As @jasha10 points out, there is an issue with recording interactions with class instances vs class objects. Fortunately, hydra_zen.like
returns a _Tracker
instance, and thus we can avoid this headache from the get-go. That all being said, validating the input to like
-- ensuring it is a class-object or function -- will be important.
One nice thing about like
is that looks like a simple pass-through to IDEs, so you get auto-completes, static type checks, etc. as you build your "like expression" prior to creating the config.
Some obvious to-dos would include:
- Adding as much validation as possible. E.g.
GenLike().manual_seedling(42)
should raise a runtime error becausemanual_seedling
is not an attribute ofGenerator
. - Making the yaml-representation of the
just(like(<...>).<...>)
expression as clean as possible- doing
just(like(<target>)(*args, **kwargs))
should reduce down tobuilds(<target>, *args, **kwargs)
- doing
- Enable users to directly provide
like
'd objects in their configs without them needing to calljust
first.
I would definitely like to get feedback on this. I only just thought of it, and will have to think carefully about potential pitfalls as well as about possible use cases that I haven't anticipated yet.
This idea reminds me of unittest.mock.MagicMock
, which has an API for figuring method calls that have been made on the object:
>>> from unittest.mock import MagicMock
>>> GenLike = MagicMock(name="GenLike")
>>> seeded = GenLike("init").foo(42)["bar"].baz
>>> GenLike.mock_calls
[call('init'), call().foo(42), call().foo().__getitem__('bar')]
>>> seeded._mock_new_name # _mock_new_name is undocumented
'baz'
>>> str(seeded)
"<MagicMock name='GenLike().foo().__getitem__().baz' id='139896475473856'>"
Oh yeah, that is a great observation! I will see if I might leverage any of that functionality directly, or if some of their design decisions might be worth copying.
Had to throw this at you, the interface made me try it 😵💫
Module = builds(...) # lightning module
LightningTrainer = like(Trainer)(gpus=2, strategy="ddp")
LightningFit = just(LightningTrainer.fit(Module))
# automatically start fitting
instantiate(LightningFit)
This then begs the question, can we do something like this:
LightningTrainer = builds_like(Trainer, gpus=2, strategy="ddp", populate_signature=True)
LightningFit = just(LightningTrainer.fit(Module))
Nice!
This got me thinking...
While I do like hydra_zen.like
-- it definitely makes certain things way easier and more intuitive to configure -- I do get concerned that it might encourage bad practices. Beyond cases akin to torch.Generator().manual_seed(42)

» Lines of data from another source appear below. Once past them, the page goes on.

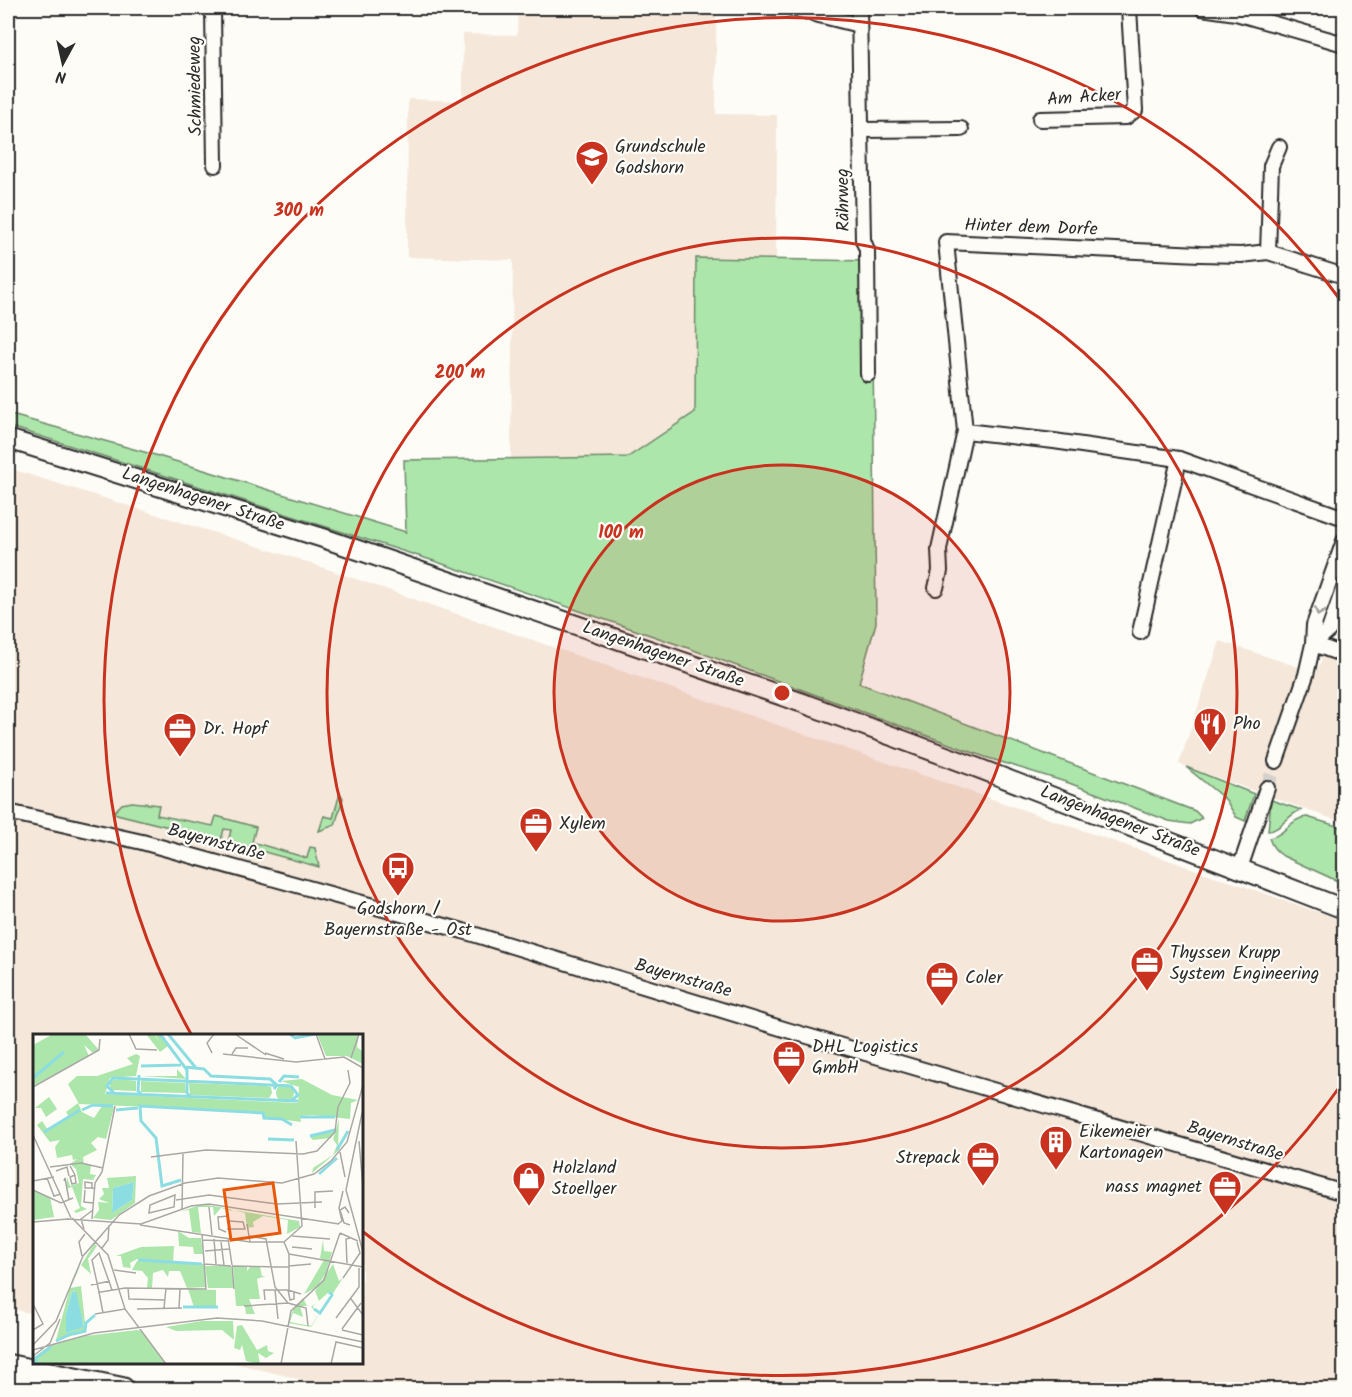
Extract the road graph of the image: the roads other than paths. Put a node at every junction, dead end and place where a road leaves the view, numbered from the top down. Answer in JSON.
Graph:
{"nodes":[{"id":1,"x":213,"y":8,"type":"edge"},
{"id":2,"x":791,"y":8,"type":"edge"},
{"id":3,"x":859,"y":8,"type":"edge"},
{"id":4,"x":1129,"y":8,"type":"edge"},
{"id":5,"x":1202,"y":8,"type":"edge"},
{"id":6,"x":859,"y":26,"type":"junction"},
{"id":7,"x":1344,"y":44,"type":"edge"},
{"id":8,"x":1040,"y":119,"type":"dead end"},
{"id":9,"x":961,"y":129,"type":"dead end"},
{"id":10,"x":861,"y":130,"type":"junction"},
{"id":11,"x":1279,"y":147,"type":"dead end"},
{"id":12,"x":215,"y":165,"type":"dead end"},
{"id":13,"x":1268,"y":252,"type":"junction"},
{"id":14,"x":1344,"y":276,"type":"edge"},
{"id":15,"x":868,"y":374,"type":"dead end"},
{"id":16,"x":965,"y":431,"type":"junction"},
{"id":17,"x":8,"y":439,"type":"edge"},
{"id":18,"x":1179,"y":459,"type":"junction"},
{"id":19,"x":1344,"y":518,"type":"edge"},
{"id":20,"x":1344,"y":541,"type":"edge"},
{"id":21,"x":1344,"y":587,"type":"edge"},
{"id":22,"x":936,"y":588,"type":"dead end"},
{"id":23,"x":1140,"y":632,"type":"dead end"},
{"id":24,"x":1313,"y":644,"type":"junction"},
{"id":25,"x":1344,"y":655,"type":"edge"},
{"id":26,"x":1276,"y":762,"type":"tunnel mouth"},
{"id":27,"x":1267,"y":788,"type":"tunnel mouth"},
{"id":28,"x":8,"y":812,"type":"edge"},
{"id":29,"x":1239,"y":868,"type":"junction"},
{"id":30,"x":1344,"y":909,"type":"edge"},
{"id":31,"x":1344,"y":1193,"type":"edge"},
{"id":32,"x":8,"y":1367,"type":"edge"},
{"id":33,"x":122,"y":1389,"type":"edge"}],
"edges":[{"from":1,"to":12,"type":"street","name":"Schmiedeweg"},
{"from":2,"to":6,"type":"street"},
{"from":3,"to":6,"type":"street","name":"Rährweg"},
{"from":4,"to":8,"type":"street","name":"Am Acker"},
{"from":5,"to":7,"type":"street"},
{"from":6,"to":10,"type":"street","name":"Rährweg"},
{"from":9,"to":10,"type":"street"},
{"from":10,"to":15,"type":"street","name":"Rährweg"},
{"from":11,"to":13,"type":"street"},
{"from":13,"to":14,"type":"street","name":"Hinter dem Dorfe"},
{"from":13,"to":16,"type":"street","name":"Hinter dem Dorfe"},
{"from":16,"to":18,"type":"street"},
{"from":16,"to":22,"type":"street","name":"Hinter dem Dorfe"},
{"from":17,"to":29,"type":"main road","name":"Langenhagener Straße"},
{"from":18,"to":19,"type":"street"},
{"from":18,"to":23,"type":"street"},
{"from":20,"to":24,"type":"street","one_way":true},
{"from":21,"to":24,"type":"street"},
{"from":24,"to":25,"type":"street"},
{"from":24,"to":26,"type":"street"},
{"from":27,"to":29,"type":"street"},
{"from":28,"to":31,"type":"street","name":"Bayernstraße"},
{"from":29,"to":30,"type":"main road","name":"Langenhagener Straße"},
{"from":32,"to":33,"type":"highway"}]}
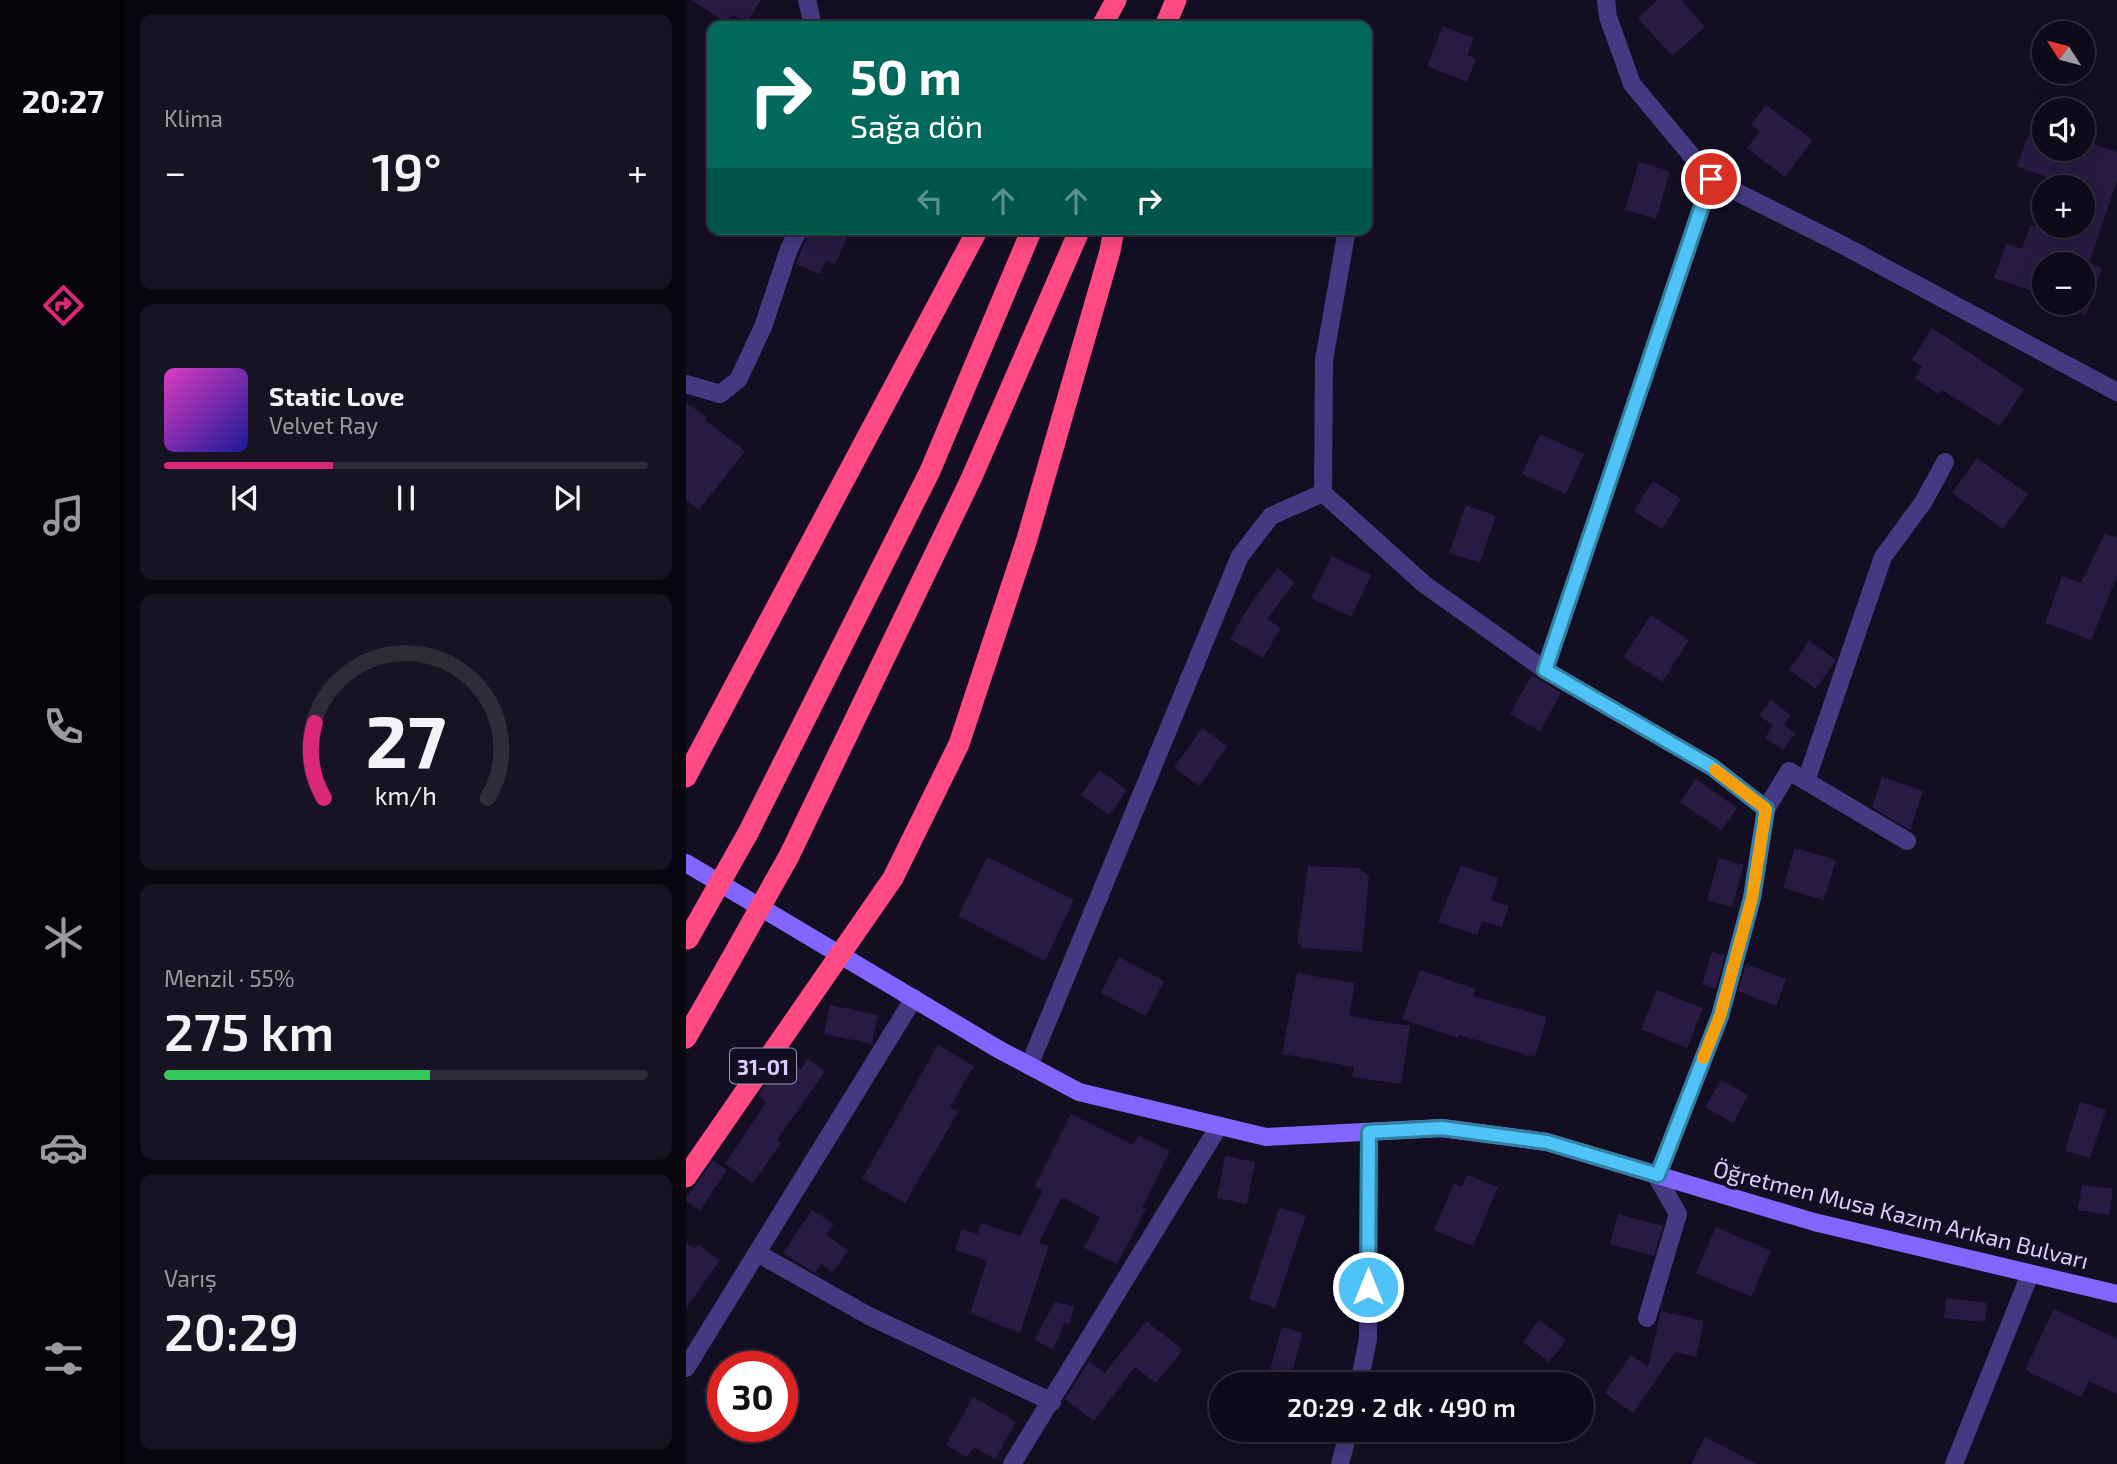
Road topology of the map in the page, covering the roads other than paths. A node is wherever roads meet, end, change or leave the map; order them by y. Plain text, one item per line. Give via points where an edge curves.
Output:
1 (807, 0) edge
2 (1116, 0) edge
3 (1125, 0) edge
4 (1178, 0) edge
5 (1606, 0) edge
6 (812, 21) edge
7 (1105, 21) edge
8 (1117, 21) edge
9 (1168, 21) edge
10 (1173, 21) edge
11 (1711, 179) junction
12 (796, 235) edge
13 (975, 235) edge
14 (1029, 235) edge
15 (1077, 235) edge
16 (1113, 235) edge
17 (1346, 235) edge
18 (686, 384) edge
19 (2117, 392) edge
20 (1945, 462) dead end
21 (1323, 493) junction
22 (1545, 670) junction
23 (686, 777) edge
24 (1806, 781) junction
25 (1766, 809) junction
26 (1907, 841) dead end
27 (686, 863) edge
28 (687, 942) edge
29 (841, 954) junction
30 (914, 998) junction
31 (686, 1038) edge
32 (1029, 1066) junction
33 (1219, 1126) junction
34 (1369, 1132) junction
35 (1658, 1175) junction
36 (686, 1177) edge
37 (757, 1253) junction
38 (2030, 1274) junction
39 (2117, 1294) edge
40 (1647, 1318) dead end
41 (686, 1368) edge
42 (1361, 1372) edge
43 (1052, 1402) junction
44 (1346, 1442) edge
45 (1012, 1464) edge
46 (1340, 1464) edge
47 (1954, 1464) edge

1 - 6 street
2 - 7 highway
3 - 8 highway
4 - 9 highway
4 - 10 highway
5 - 11 street via 1632,84
11 - 19 street
11 - 22 street
12 - 18 street via 763,327 738,380 720,394
13 - 23 highway
14 - 28 highway, bridge via 930,471 748,833
15 - 31 highway, bridge via 971,479 789,856
16 - 29 highway via 1027,539 959,744 893,878
17 - 21 street via 1324,360
20 - 24 street via 1924,501 1882,556
21 - 22 street via 1424,584
21 - 32 street via 1271,516 1240,556
22 - 25 street via 1712,767
24 - 25 street via 1789,771
24 - 26 street
25 - 35 street via 1752,898 1720,1016
27 - 29 street, Öğretmen Musa Kazım Arıkan Bulvarı
29 - 30 street, Öğretmen Musa Kazım Arıkan Bulvarı
29 - 36 highway, 31-01
30 - 32 street, Öğretmen Musa Kazım Arıkan Bulvarı
30 - 37 street
32 - 33 street, Öğretmen Musa Kazım Arıkan Bulvarı via 1079,1093
33 - 34 street, Öğretmen Musa Kazım Arıkan Bulvarı via 1266,1137
33 - 43 street
34 - 35 street, Öğretmen Musa Kazım Arıkan Bulvarı via 1442,1128 1547,1142
34 - 42 street via 1368,1339
35 - 38 street, Öğretmen Musa Kazım Arıkan Bulvarı via 1814,1222
35 - 40 street via 1678,1214
37 - 41 street
37 - 43 street via 869,1316
38 - 39 street, Öğretmen Musa Kazım Arıkan Bulvarı
38 - 47 street
43 - 45 street
44 - 46 street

I think users should be encouraged to include other complicated logic in the task function rather than in their configs.
(that all being said, it is pretty crazy how things "just work" like your example above)
This then begs the question, can we do something like this:
Yeah this is definitely something I have been thinking about... What are the arguments to like
? Do we expose a populate_full_signature
? zen_wrappers
? At what point does this just become builds
2.0?
As I mentioned in my previous comment, I think we should take some time to come up with guidelines for what are and aren't "best practices", and to have those guidelines inform how we design like
.
Heh... I just thought of this:
import torch as tr
tr = like(tr)
tr.tensor([1., 2.]) # is equivalent to `like(tr.tensor)([1.0, 2.0])`
That is, this would effectively auto-apply like
to all members of the module as you access them.
(kind of funny how I post this immediately after my "now now, we should take care to only recommend moderate use cases" post)
It would be nice to support like
-expressions without just
; e.g. make_config(a=like(Generator)().manual_seed(42))
, where just
is applied under the hood to create the proper structured configs for these values. We already do this for 1+2j
, and runtime support for like
-expressions is trivial, but there is an issue with annotations.
The annotation for like
is like(obj: T) -> T
, thus like(Generator)().manual_seed(42))
looks identical to Generator().manual_seed(42))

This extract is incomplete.